The Blue Jays promoted Capra to the major leagues on April 29, 2022. He made his major league debut on May 1. He appeared in 8 major league games for Toronto, going 1-for-5 with 2 walks. Capra hit .283/.378/.403 with 5 home runs and 28 RBI in 52 games with Triple-A Buffalo but missed the latter part of the year after undergoing left middle finger tendon surgery. On November 18, 2022, Capra was non-tendered by the Blue Jays and became a free agent.

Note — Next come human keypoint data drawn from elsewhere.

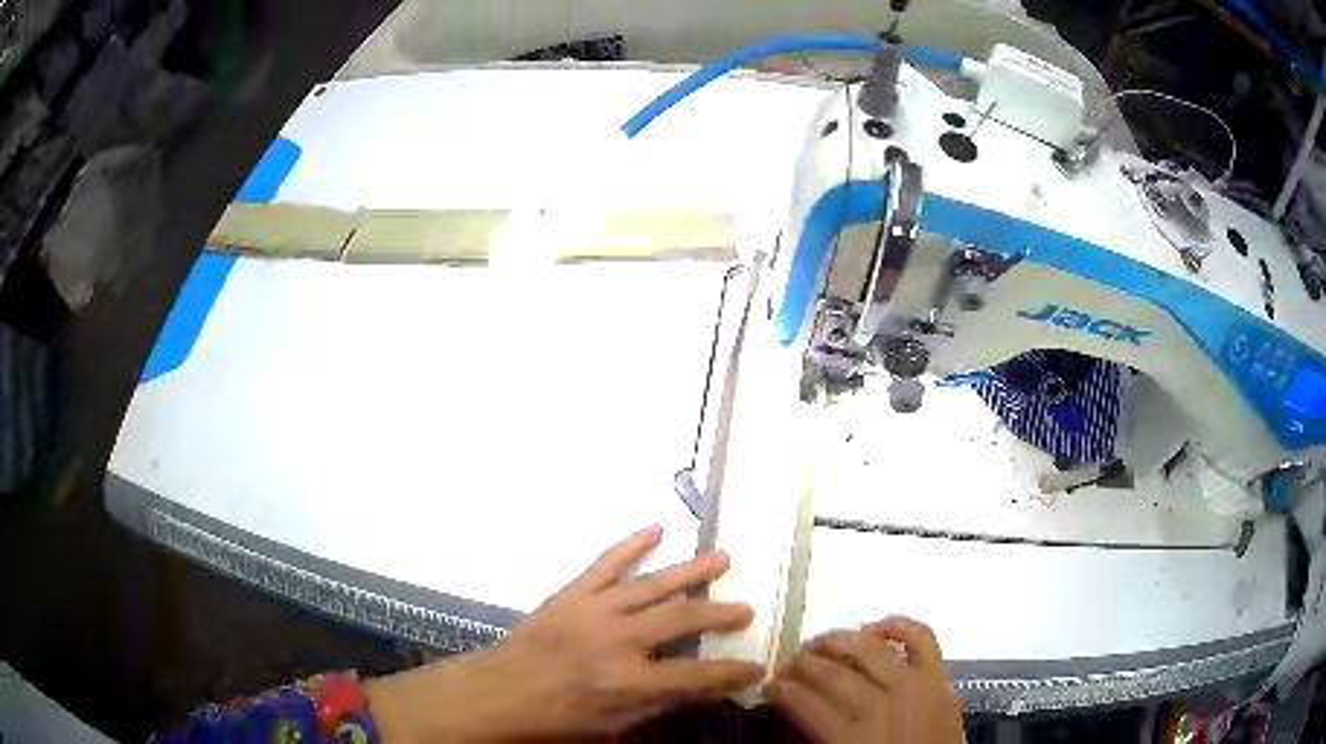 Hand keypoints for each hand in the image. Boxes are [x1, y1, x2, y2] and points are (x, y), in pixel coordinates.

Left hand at [367, 526, 762, 740]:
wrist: (497, 691)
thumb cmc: (556, 718)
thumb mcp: (613, 725)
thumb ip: (659, 702)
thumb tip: (702, 686)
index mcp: (627, 683)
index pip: (697, 675)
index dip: (732, 672)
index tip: (757, 666)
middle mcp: (616, 641)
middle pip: (681, 618)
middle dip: (720, 613)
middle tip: (746, 609)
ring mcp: (592, 611)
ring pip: (652, 584)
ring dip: (691, 570)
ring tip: (722, 558)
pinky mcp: (571, 593)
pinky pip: (606, 563)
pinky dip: (631, 544)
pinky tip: (656, 529)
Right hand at [767, 618, 962, 743]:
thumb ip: (815, 739)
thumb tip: (792, 715)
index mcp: (849, 738)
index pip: (803, 701)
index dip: (781, 689)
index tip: (771, 686)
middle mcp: (879, 706)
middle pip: (831, 674)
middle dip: (802, 665)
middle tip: (790, 664)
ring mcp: (914, 687)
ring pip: (868, 650)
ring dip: (839, 641)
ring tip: (822, 643)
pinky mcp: (939, 678)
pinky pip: (921, 639)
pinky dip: (899, 626)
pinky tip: (877, 626)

Capra re-signed with Toronto on a minor league contract on November 20, 2022. He began the 2023 season with Triple-A Buffalo, playing in 17 games and hitting .167/.357/.222 with five RBI.

===Pittsburgh Pirates===
On April 30, 2023, Capra was traded to the Pittsburgh Pirates for Tyler Heineman. In 34 games for the Triple–A Indianapolis Indians, he batted .350/.457/.485 with 2 home runs, 24 RBI, and 5 stolen bases. On August 1, the Pirates selected Capra's contract, adding him to the major league roster. In nine games for the Pirates, Capra went 3–for–18 (.167) with no home runs and one RBI.

===Milwaukee Brewers===
On November 2, 2023, Capra was claimed off waivers by the Milwaukee Brewers. He was optioned to the Triple–A Nashville Sounds to begin the 2024 season. He was recalled to the majors on July 3, 2024, getting into a game the same day. In three games with Milwaukee, Capra went 1-for-9 with one run scored, and was sent back down to the Sounds on July 12.

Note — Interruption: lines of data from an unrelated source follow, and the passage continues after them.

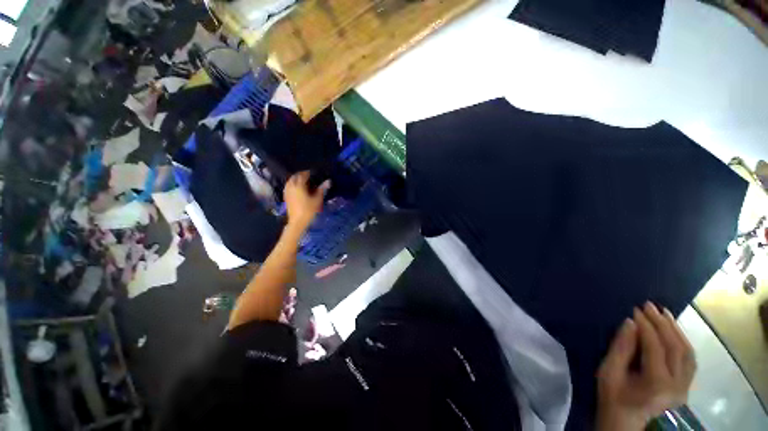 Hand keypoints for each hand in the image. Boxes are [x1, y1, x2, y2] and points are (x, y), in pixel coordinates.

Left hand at [283, 171, 329, 233]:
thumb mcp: (317, 200)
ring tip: (303, 181)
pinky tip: (298, 188)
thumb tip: (328, 181)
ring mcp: (287, 192)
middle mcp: (291, 187)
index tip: (313, 173)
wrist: (297, 222)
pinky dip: (292, 184)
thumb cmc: (308, 210)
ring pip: (290, 181)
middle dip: (301, 175)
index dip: (308, 173)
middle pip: (294, 177)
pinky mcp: (286, 197)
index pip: (302, 175)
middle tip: (309, 176)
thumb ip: (322, 189)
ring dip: (296, 179)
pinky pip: (288, 186)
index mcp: (298, 186)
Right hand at [596, 302, 695, 430]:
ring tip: (664, 314)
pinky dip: (682, 343)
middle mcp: (677, 385)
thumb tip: (629, 323)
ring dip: (676, 331)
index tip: (635, 309)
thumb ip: (620, 349)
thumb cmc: (613, 402)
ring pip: (687, 354)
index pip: (656, 347)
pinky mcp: (685, 389)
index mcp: (657, 384)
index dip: (646, 326)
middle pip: (676, 348)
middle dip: (663, 324)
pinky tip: (675, 333)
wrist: (627, 429)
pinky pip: (689, 361)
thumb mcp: (608, 376)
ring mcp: (685, 388)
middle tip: (649, 305)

Capra made the Brewers' 2025 Opening Day roster in part thanks to strong batting performances during spring training, including five home runs. His spring training success did not carry through to the regular season, as in 24 games for the Brewers (59 plate appearances), Capra batted .074/.121/.130 with one home run, four RBI, and one stolen base. Capra was designated for assignment by the Brewers on May 9, 2025.

===Chicago White Sox===
On May 15, 2025, Capra was claimed off waivers by the Chicago White Sox. He played in 23 games for the White Sox, with eight hits in 42 at-bats for a .190/.205/.238 slash line, with no home runs and 2 RBI. Capra also struck out 10 times, the last of which -- and also the last at-bat of his MLB career to date -- was the 3,000th strikeout in Clayton Kershaw's career. Two days later, Capra was designated for assignment concurrent with the promotion of Colson Montgomery on July 4. He cleared waivers and was sent outright to the Triple-A Charlotte Knights on July 8. He hit .286/.384/.440 with 3 HR and 10 RBI in 24 games for Charlotte, but Capra's season ended in late August with an injury, and he was not recalled to the majors. He elected free agency following the season on November 6.

===Boston Red Sox===
On November 26, 2025, Capra signed a minor league contract with the Boston Red Sox.